── RECORDS SUPPLIED ──
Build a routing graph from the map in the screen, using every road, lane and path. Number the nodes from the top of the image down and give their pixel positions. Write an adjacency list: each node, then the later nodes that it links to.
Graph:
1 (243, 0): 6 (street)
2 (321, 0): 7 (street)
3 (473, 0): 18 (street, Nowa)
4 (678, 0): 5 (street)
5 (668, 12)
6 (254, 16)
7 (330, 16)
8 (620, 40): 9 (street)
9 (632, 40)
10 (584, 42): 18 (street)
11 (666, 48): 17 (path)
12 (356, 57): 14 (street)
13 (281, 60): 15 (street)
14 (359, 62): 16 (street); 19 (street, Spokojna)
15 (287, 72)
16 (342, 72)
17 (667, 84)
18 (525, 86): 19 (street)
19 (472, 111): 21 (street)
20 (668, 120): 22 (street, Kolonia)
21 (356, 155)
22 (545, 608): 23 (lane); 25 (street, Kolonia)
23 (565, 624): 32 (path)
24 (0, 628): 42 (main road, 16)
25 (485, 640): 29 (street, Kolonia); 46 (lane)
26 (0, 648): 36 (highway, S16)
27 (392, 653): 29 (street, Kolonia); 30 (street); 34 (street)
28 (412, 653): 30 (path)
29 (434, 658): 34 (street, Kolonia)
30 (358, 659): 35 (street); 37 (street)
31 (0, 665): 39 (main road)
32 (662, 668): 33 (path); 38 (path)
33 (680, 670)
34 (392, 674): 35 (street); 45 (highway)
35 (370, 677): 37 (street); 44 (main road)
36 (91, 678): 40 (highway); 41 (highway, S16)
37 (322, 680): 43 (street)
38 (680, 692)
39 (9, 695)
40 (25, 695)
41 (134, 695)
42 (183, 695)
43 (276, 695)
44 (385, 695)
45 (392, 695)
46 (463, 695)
───
● **WORK REQUIRED**:
The response should consist of all the entries, transcribed exactly.

● **EXERCISE OUTPUT**:
Build a routing graph from the map in the screen, using every road, lane and path. Number the nodes from the top of the image down and give their pixel positions. Write an adjacency list: each node, then the later nodes that it links to.
Graph:
1 (243, 0): 6 (street)
2 (321, 0): 7 (street)
3 (473, 0): 18 (street, Nowa)
4 (678, 0): 5 (street)
5 (668, 12)
6 (254, 16)
7 (330, 16)
8 (620, 40): 9 (street)
9 (632, 40)
10 (584, 42): 18 (street)
11 (666, 48): 17 (path)
12 (356, 57): 14 (street)
13 (281, 60): 15 (street)
14 (359, 62): 16 (street); 19 (street, Spokojna)
15 (287, 72)
16 (342, 72)
17 (667, 84)
18 (525, 86): 19 (street)
19 (472, 111): 21 (street)
20 (668, 120): 22 (street, Kolonia)
21 (356, 155)
22 (545, 608): 23 (lane); 25 (street, Kolonia)
23 (565, 624): 32 (path)
24 (0, 628): 42 (main road, 16)
25 (485, 640): 29 (street, Kolonia); 46 (lane)
26 (0, 648): 36 (highway, S16)
27 (392, 653): 29 (street, Kolonia); 30 (street); 34 (street)
28 (412, 653): 30 (path)
29 (434, 658): 34 (street, Kolonia)
30 (358, 659): 35 (street); 37 (street)
31 (0, 665): 39 (main road)
32 (662, 668): 33 (path); 38 (path)
33 (680, 670)
34 (392, 674): 35 (street); 45 (highway)
35 (370, 677): 37 (street); 44 (main road)
36 (91, 678): 40 (highway); 41 (highway, S16)
37 (322, 680): 43 (street)
38 (680, 692)
39 (9, 695)
40 (25, 695)
41 (134, 695)
42 (183, 695)
43 (276, 695)
44 (385, 695)
45 (392, 695)
46 (463, 695)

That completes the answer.